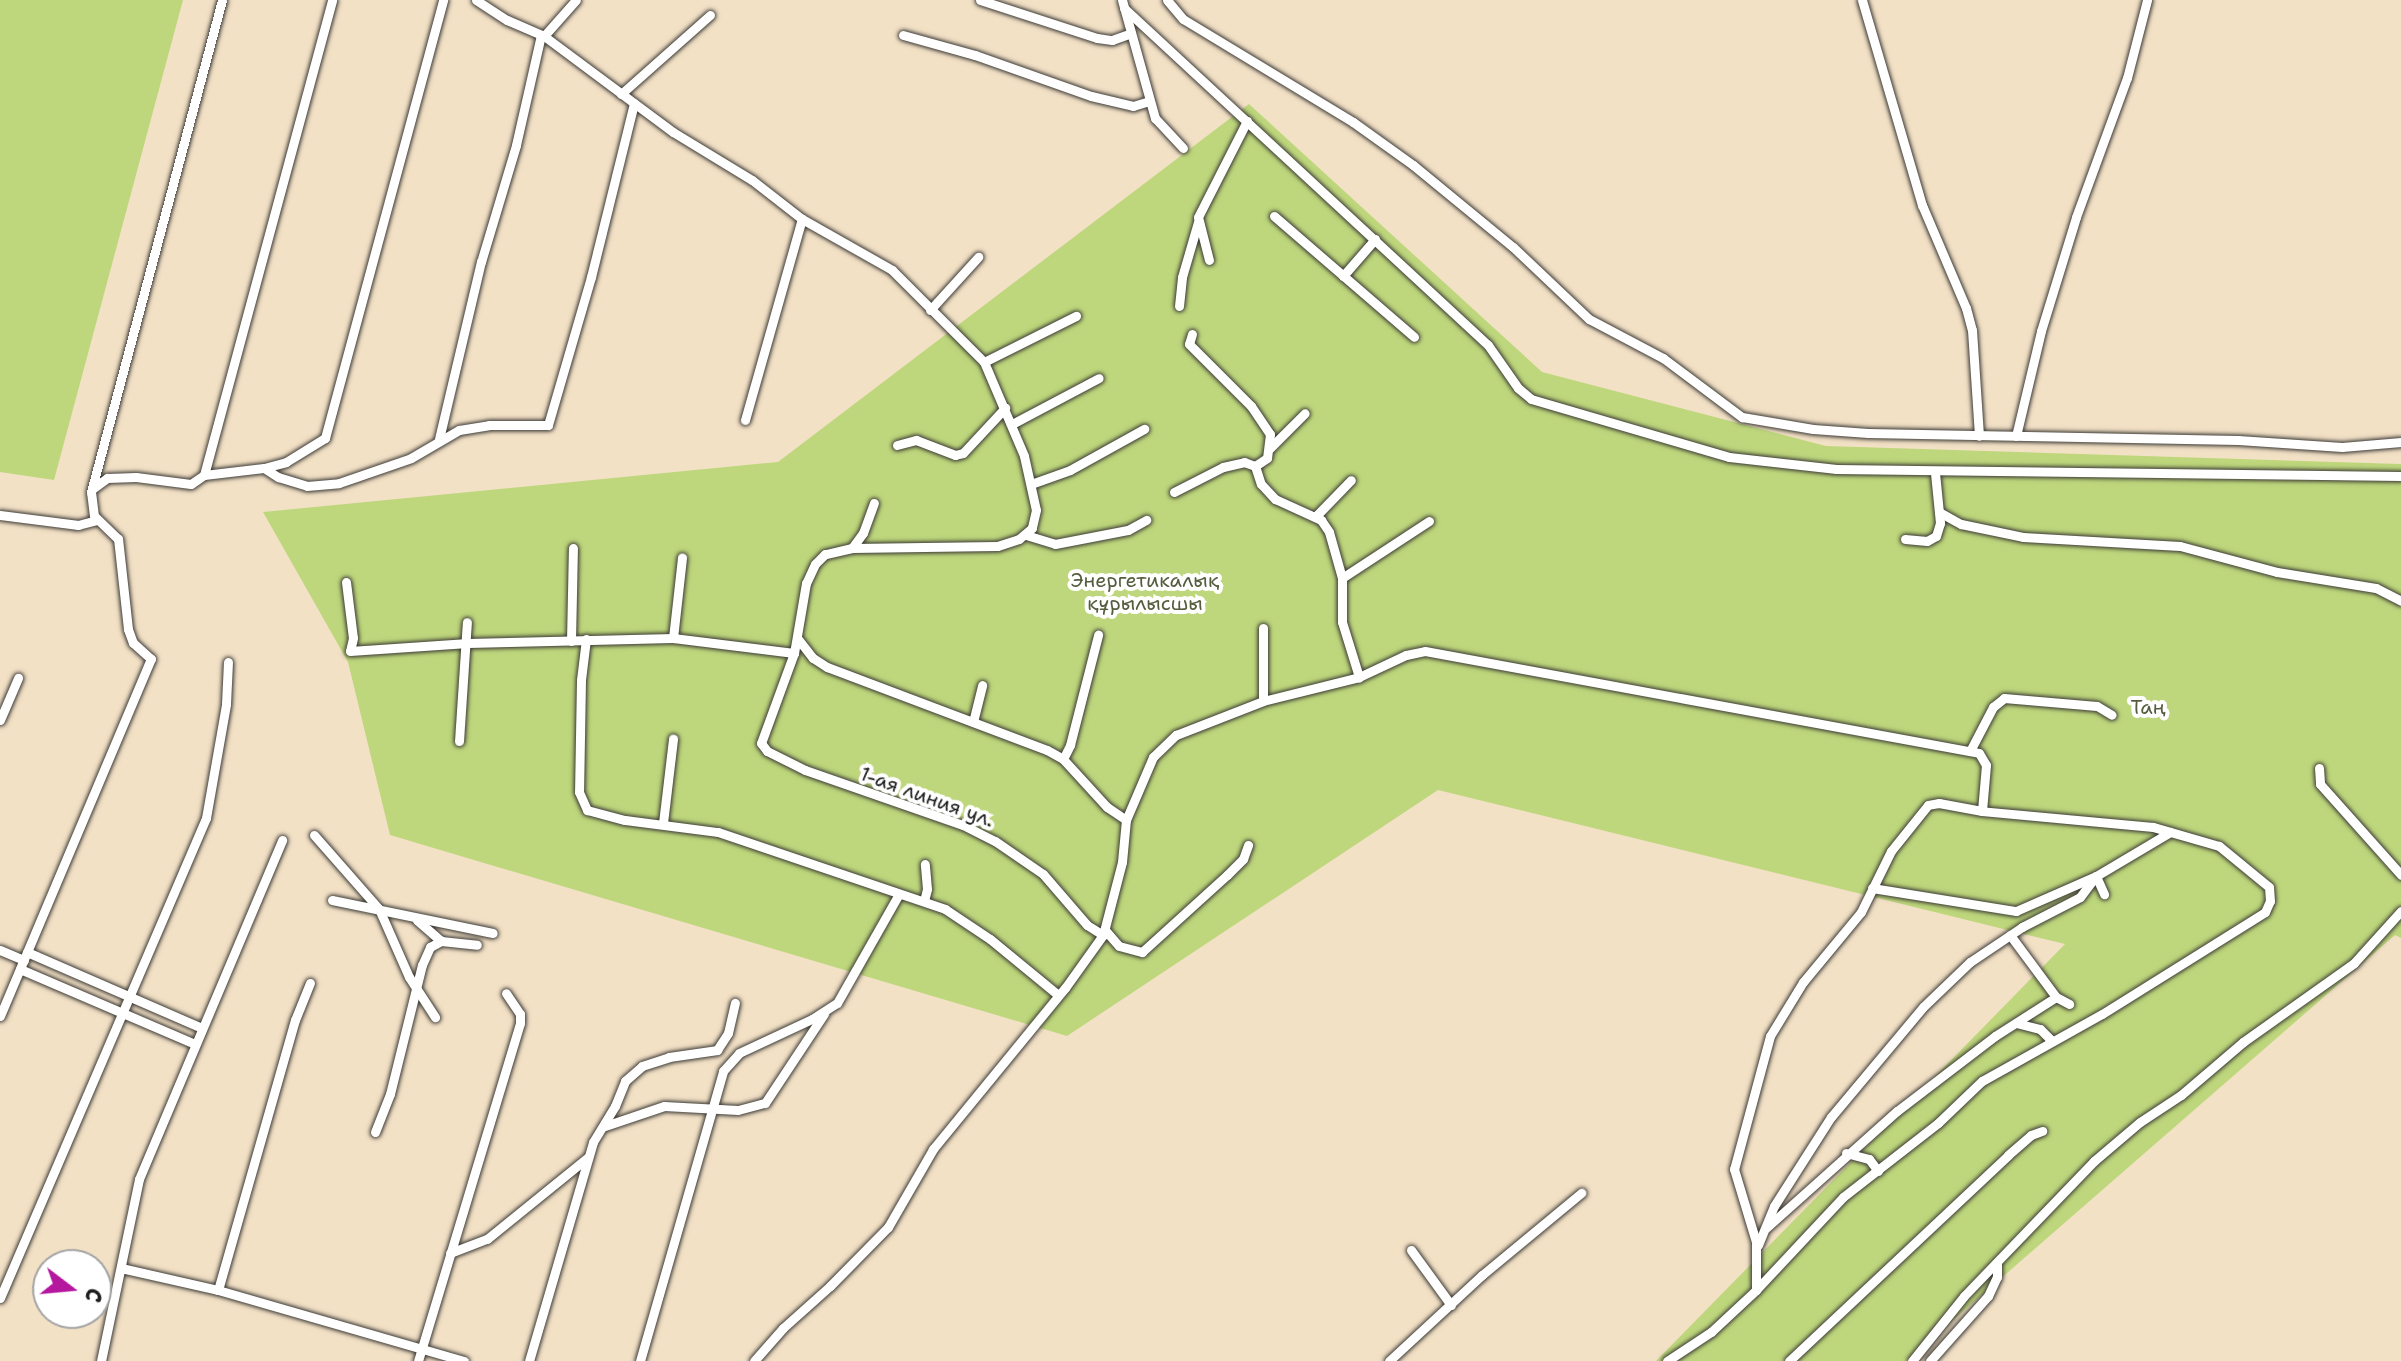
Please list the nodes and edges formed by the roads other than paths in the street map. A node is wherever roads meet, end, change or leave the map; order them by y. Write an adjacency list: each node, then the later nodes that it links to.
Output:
1 (222, 0): 52 (street)
2 (332, 0): 48 (street)
3 (443, 0): 46 (street)
4 (476, 0): 14 (street)
5 (576, 0): 14 (street)
6 (980, 0): 12 (street)
7 (1167, 0): 39 (street)
8 (1862, 0): 39 (street)
9 (2147, 0): 40 (street)
10 (1123, 4): 12 (street); 18 (street)
11 (710, 15): 15 (street)
12 (1131, 33): 16 (street)
13 (903, 35): 16 (street)
14 (542, 36): 15 (street); 41 (street)
15 (621, 94): 17 (street)
16 (1149, 101): 19 (street)
17 (634, 103): 21 (street); 41 (street)
18 (1247, 121): 22 (street); 23 (street)
19 (1183, 148)
20 (1274, 216): 26 (street)
21 (802, 219): 28 (street); 36 (street)
22 (1198, 222): 25 (street); 27 (street)
23 (1375, 239): 26 (street); 47 (street)
24 (978, 257): 28 (street)
25 (1209, 260)
26 (1343, 276): 31 (street)
27 (1179, 306)
28 (930, 310): 32 (street)
29 (1076, 316): 32 (street)
30 (1192, 334): 44 (street)
31 (1414, 337)
32 (984, 362): 34 (street)
33 (1099, 378): 37 (street)
34 (1005, 408): 37 (street); 43 (street)
35 (1305, 413): 44 (street)
36 (745, 420)
37 (1012, 424): 51 (street)
38 (1144, 429): 51 (street)
39 (1979, 436): 40 (street)
40 (2016, 436): 42 (street)
41 (439, 439): 46 (street)
42 (2401, 442)
43 (897, 445)
44 (1270, 448): 45 (street)
45 (1255, 466): 53 (street); 57 (street)
46 (264, 468): 48 (street)
47 (1935, 473): 49 (street); 55 (street)
48 (204, 475): 52 (street)
49 (2401, 476)
50 (1351, 480): 57 (street)
51 (1031, 484): 61 (street)
52 (92, 489): 58 (street)
53 (1174, 492)
54 (874, 503): 64 (street)
55 (1939, 512): 62 (street); 68 (street)
56 (0, 515): 58 (street)
57 (1316, 516): 66 (street)
58 (97, 520): 115 (street)
59 (1146, 520): 61 (street)
60 (1429, 521): 66 (street)
61 (1026, 535): 64 (street)
62 (1905, 539)
63 (573, 548): 75 (street)
64 (852, 548): 74 (street)
65 (682, 558): 72 (street)
66 (1342, 578): 79 (street)
67 (346, 582): 76 (street)
68 (2401, 601)
69 (467, 622): 76 (street)
70 (1263, 628): 82 (street)
71 (1098, 635): 89 (street)
72 (673, 638): 73 (street); 77 (street)
73 (586, 639): 75 (street); 93 (street)
74 (798, 639): 77 (street); 85 (street)
75 (571, 641): 76 (street)
76 (468, 643): 87 (street)
77 (794, 653): 109 (street, 1-ая линия ул.)
78 (228, 662): 120 (street)
79 (1359, 677): 82 (street); 88 (street)
80 (18, 678): 84 (street)
81 (982, 685): 85 (street)
82 (1263, 701): 92 (street)
83 (2112, 715): 88 (street)
84 (0, 720)
85 (973, 722): 89 (street)
86 (673, 739): 93 (street)
87 (459, 741)
88 (1970, 751): 91 (street)
89 (1063, 759): 92 (street)
90 (2319, 768): 99 (street)
91 (1982, 811): 94 (street); 101 (street)
92 (1126, 820): 109 (street)
93 (663, 823): 102 (street)
94 (2170, 832): 100 (street); 130 (street)
95 (314, 835): 106 (street)
96 (282, 840): 129 (street)
97 (1248, 845): 109 (street, 1-ая линия ул.)
98 (925, 864): 105 (street)
99 (2401, 875)
100 (2096, 876): 101 (street); 103 (street); 111 (street)
101 (1872, 888): 141 (street)
102 (899, 894): 105 (street); 124 (street)
103 (2104, 894)
104 (332, 900): 106 (street)
105 (924, 901): 119 (street)
106 (379, 909): 108 (street); 117 (street)
107 (2401, 911): 144 (street)
108 (417, 920): 110 (street); 112 (street)
109 (1104, 932): 119 (street)
110 (493, 933)
111 (2010, 935): 121 (street); 140 (street)
112 (441, 941): 113 (street); 117 (street)
113 (477, 945)
114 (0, 950): 115 (street)
115 (24, 960): 120 (street); 125 (street); 126 (street)
116 (310, 983): 146 (street)
117 (415, 988): 127 (street); 135 (street)
118 (506, 993): 143 (street)
119 (1057, 994): 156 (street)
120 (129, 996): 125 (street); 129 (street)
121 (2056, 997): 123 (street); 128 (street)
122 (735, 1003): 133 (street)
123 (2069, 1004)
124 (826, 1011): 132 (street); 132 (street)
125 (122, 1013): 131 (street); 148 (street)
126 (0, 1016)
127 (435, 1017)
128 (2016, 1023): 130 (street); 136 (street)
129 (202, 1028): 131 (street)
130 (2052, 1041): 138 (street)
131 (195, 1044): 145 (street)
132 (712, 1110): 133 (street); 155 (street)
133 (605, 1126): 137 (street)
134 (2042, 1131): 159 (street)
135 (375, 1132)
136 (1846, 1153): 138 (street); 140 (street)
137 (587, 1158): 143 (street); 154 (street)
138 (1878, 1171): 147 (street)
139 (1581, 1193): 149 (street)
140 (1761, 1233): 141 (street)
141 (1757, 1248): 147 (street)
142 (1411, 1250): 149 (street)
143 (450, 1253): 150 (street)
144 (1997, 1263): 160 (street); 161 (street)
145 (121, 1268): 146 (street); 151 (street)
146 (218, 1290): 150 (street)
147 (1756, 1290): 158 (street)
148 (0, 1298)
149 (1451, 1305): 157 (street)
150 (422, 1349): 152 (street); 153 (street)
151 (101, 1361)
152 (418, 1361)
153 (464, 1361)
154 (529, 1361)
155 (640, 1361)
156 (754, 1361)
157 (1389, 1361)
158 (1667, 1361)
159 (1789, 1361)
160 (1912, 1361)
161 (1928, 1361)

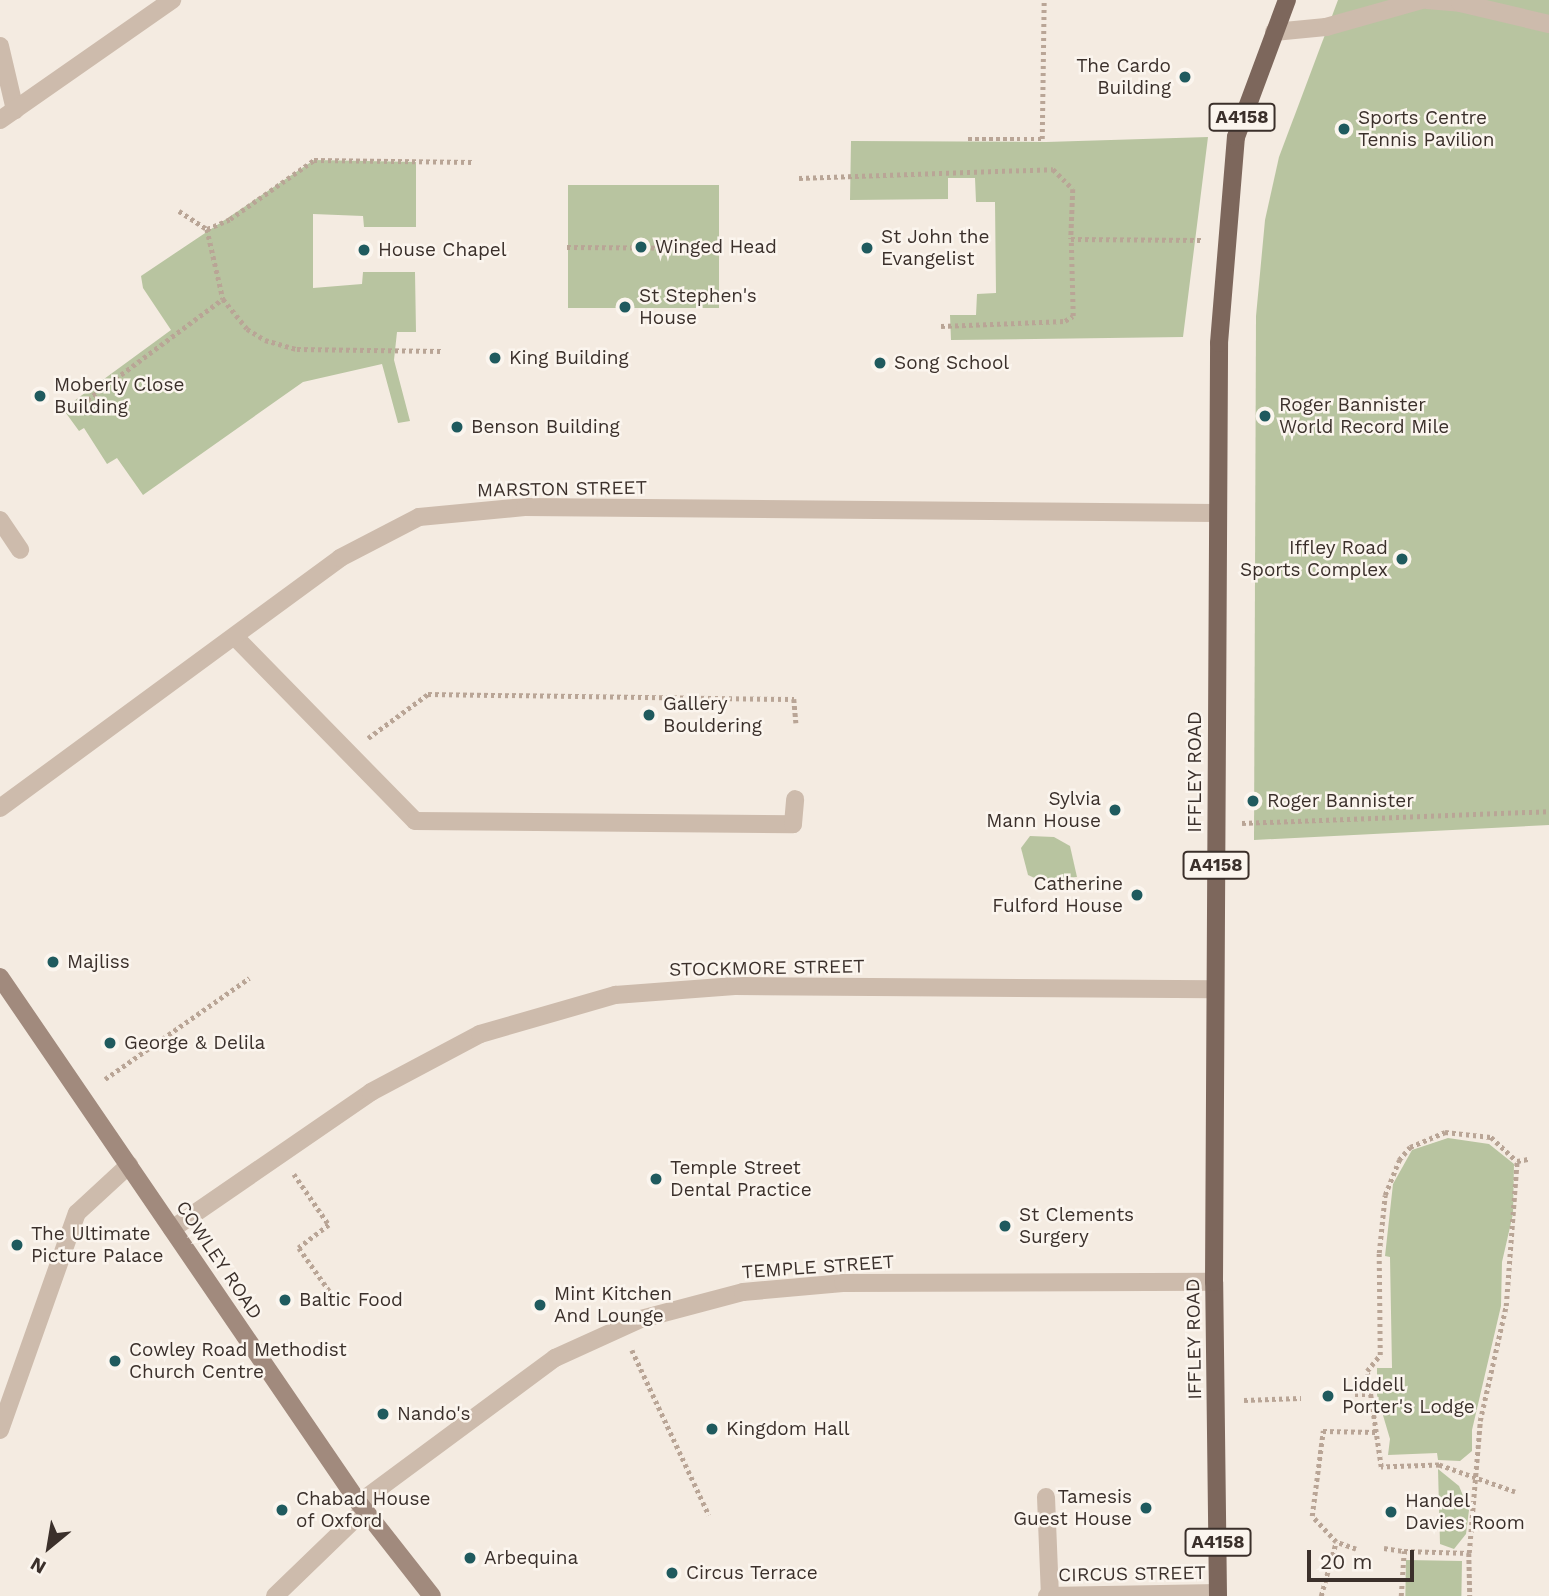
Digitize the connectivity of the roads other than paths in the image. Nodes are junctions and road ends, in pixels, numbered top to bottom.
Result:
1 (172, 0) edge
2 (1287, 0) edge
3 (1425, 0) edge
4 (1549, 24) edge
5 (1274, 32) junction
6 (0, 46) edge
7 (7, 115) edge
8 (1216, 513) junction
9 (0, 520) edge
10 (20, 551) dead end
11 (236, 638) junction
12 (795, 799) dead end
13 (0, 808) edge
14 (0, 977) edge
15 (1215, 989) junction
16 (129, 1166) junction
17 (172, 1229) junction
18 (1214, 1282) junction
19 (0, 1430) edge
20 (1046, 1497) dead end
21 (361, 1507) junction
22 (1218, 1595) edge
23 (275, 1596) edge
24 (432, 1596) edge
25 (1049, 1596) edge

1 - 7 street
2 - 5 main road, IFFLEY ROAD / A4158
3 - 4 street
3 - 5 street
5 - 8 main road, IFFLEY ROAD / A4158
6 - 7 street
8 - 11 street, MARSTON STREET
8 - 15 main road, IFFLEY ROAD / A4158
9 - 10 street
11 - 12 street
11 - 13 street, MARSTON STREET
14 - 16 main road, COWLEY ROAD
15 - 17 street, STOCKMORE STREET
15 - 18 main road, IFFLEY ROAD / A4158
16 - 17 main road, COWLEY ROAD
16 - 19 street
17 - 21 main road, COWLEY ROAD
18 - 21 street, TEMPLE STREET
18 - 22 main road, IFFLEY ROAD / A4158
20 - 25 street
21 - 23 street, TEMPLE STREET
21 - 24 main road, COWLEY ROAD
22 - 25 street, CIRCUS STREET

--

→ **Task to complete**
Report the count of lines in the listing above that include "main", and nothing more.

→ **Written response**
9